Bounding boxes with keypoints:
-- Opening Marker --
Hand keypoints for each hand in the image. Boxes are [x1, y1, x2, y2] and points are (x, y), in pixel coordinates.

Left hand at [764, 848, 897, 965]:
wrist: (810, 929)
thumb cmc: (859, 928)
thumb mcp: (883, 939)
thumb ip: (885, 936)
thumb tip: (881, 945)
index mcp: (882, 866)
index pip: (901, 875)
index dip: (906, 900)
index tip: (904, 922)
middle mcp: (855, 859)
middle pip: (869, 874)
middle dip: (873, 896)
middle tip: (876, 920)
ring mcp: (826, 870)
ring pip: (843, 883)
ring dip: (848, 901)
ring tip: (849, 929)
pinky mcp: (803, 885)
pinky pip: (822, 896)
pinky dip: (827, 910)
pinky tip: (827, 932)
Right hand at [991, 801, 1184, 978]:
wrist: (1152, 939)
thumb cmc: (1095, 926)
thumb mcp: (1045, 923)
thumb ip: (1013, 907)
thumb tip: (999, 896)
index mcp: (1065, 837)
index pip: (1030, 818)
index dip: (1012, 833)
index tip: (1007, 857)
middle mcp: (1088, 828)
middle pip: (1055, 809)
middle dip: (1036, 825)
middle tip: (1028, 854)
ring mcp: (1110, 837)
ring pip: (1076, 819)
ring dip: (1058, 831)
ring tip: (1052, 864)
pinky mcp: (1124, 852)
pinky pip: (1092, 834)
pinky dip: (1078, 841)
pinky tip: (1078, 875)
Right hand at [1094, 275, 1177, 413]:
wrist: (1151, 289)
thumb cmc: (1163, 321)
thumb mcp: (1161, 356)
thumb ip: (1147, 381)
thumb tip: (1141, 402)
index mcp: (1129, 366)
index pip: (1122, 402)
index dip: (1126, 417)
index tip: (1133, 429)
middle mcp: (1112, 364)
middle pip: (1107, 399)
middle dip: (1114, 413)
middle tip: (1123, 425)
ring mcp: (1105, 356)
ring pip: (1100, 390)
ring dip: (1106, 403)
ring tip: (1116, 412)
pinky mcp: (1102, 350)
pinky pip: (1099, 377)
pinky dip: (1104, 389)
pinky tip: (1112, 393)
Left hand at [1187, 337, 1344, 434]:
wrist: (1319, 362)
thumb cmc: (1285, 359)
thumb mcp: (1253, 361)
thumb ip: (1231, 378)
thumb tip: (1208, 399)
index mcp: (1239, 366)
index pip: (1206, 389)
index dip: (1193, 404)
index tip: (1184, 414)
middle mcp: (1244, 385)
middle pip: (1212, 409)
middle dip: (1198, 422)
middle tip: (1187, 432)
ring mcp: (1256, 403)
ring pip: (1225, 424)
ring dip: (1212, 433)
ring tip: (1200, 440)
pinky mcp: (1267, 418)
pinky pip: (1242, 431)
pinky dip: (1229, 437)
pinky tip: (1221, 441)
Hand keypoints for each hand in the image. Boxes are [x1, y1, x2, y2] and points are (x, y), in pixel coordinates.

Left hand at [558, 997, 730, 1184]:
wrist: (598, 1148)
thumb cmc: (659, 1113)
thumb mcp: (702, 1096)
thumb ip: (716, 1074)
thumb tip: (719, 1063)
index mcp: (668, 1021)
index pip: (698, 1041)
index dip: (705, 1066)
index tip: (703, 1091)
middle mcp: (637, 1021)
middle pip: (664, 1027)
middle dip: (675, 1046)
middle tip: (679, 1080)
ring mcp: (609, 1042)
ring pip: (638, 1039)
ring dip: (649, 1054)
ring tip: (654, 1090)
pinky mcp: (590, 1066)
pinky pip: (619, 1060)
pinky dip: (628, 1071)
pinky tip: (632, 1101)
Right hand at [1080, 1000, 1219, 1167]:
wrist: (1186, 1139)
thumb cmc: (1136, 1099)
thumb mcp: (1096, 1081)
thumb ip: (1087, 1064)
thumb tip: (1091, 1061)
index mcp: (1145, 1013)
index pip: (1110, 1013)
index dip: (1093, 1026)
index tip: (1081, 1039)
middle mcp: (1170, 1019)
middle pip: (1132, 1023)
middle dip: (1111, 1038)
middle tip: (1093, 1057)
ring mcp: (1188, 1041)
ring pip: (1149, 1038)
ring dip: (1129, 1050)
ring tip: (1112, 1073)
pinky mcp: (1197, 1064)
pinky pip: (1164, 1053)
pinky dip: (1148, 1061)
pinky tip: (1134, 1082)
-- Closing Marker --
→ Work item
Nothing beyond the line that contains "ring pip: (1076, 819)" belongs in the answer; reproduce the entries exactly from their first line through it.

→ The completed task
Hand keypoints for each hand in the image. Boxes are [x1, y1, x2, y2] and points are (x, y), in pixel coordinates.

Left hand at [764, 848, 897, 965]:
wrist: (810, 929)
thumb cmc: (859, 928)
thumb mcp: (883, 939)
thumb ip: (885, 936)
thumb tip: (881, 945)
index mcp: (882, 866)
index pip: (901, 875)
index dip: (906, 900)
index tip: (904, 922)
middle mcp: (855, 859)
middle pip: (869, 874)
middle dip: (873, 896)
middle tip: (876, 920)
ring mcp: (826, 870)
ring pip: (843, 883)
ring dip: (848, 901)
ring tip: (849, 929)
pinky mcp: (803, 885)
pinky pip: (822, 896)
pinky dip: (827, 910)
pinky tip: (827, 932)
Right hand at [991, 801, 1184, 978]:
wrist: (1152, 939)
thumb cmc: (1095, 926)
thumb mcp: (1045, 923)
thumb ip: (1013, 907)
thumb tip: (999, 896)
index mcp: (1065, 837)
index pip: (1030, 818)
index dip: (1012, 833)
index tip: (1007, 857)
middle mcp: (1088, 828)
middle pip: (1055, 809)
middle dip: (1036, 825)
middle tip: (1028, 854)
ring mcp: (1110, 837)
ring pip: (1076, 819)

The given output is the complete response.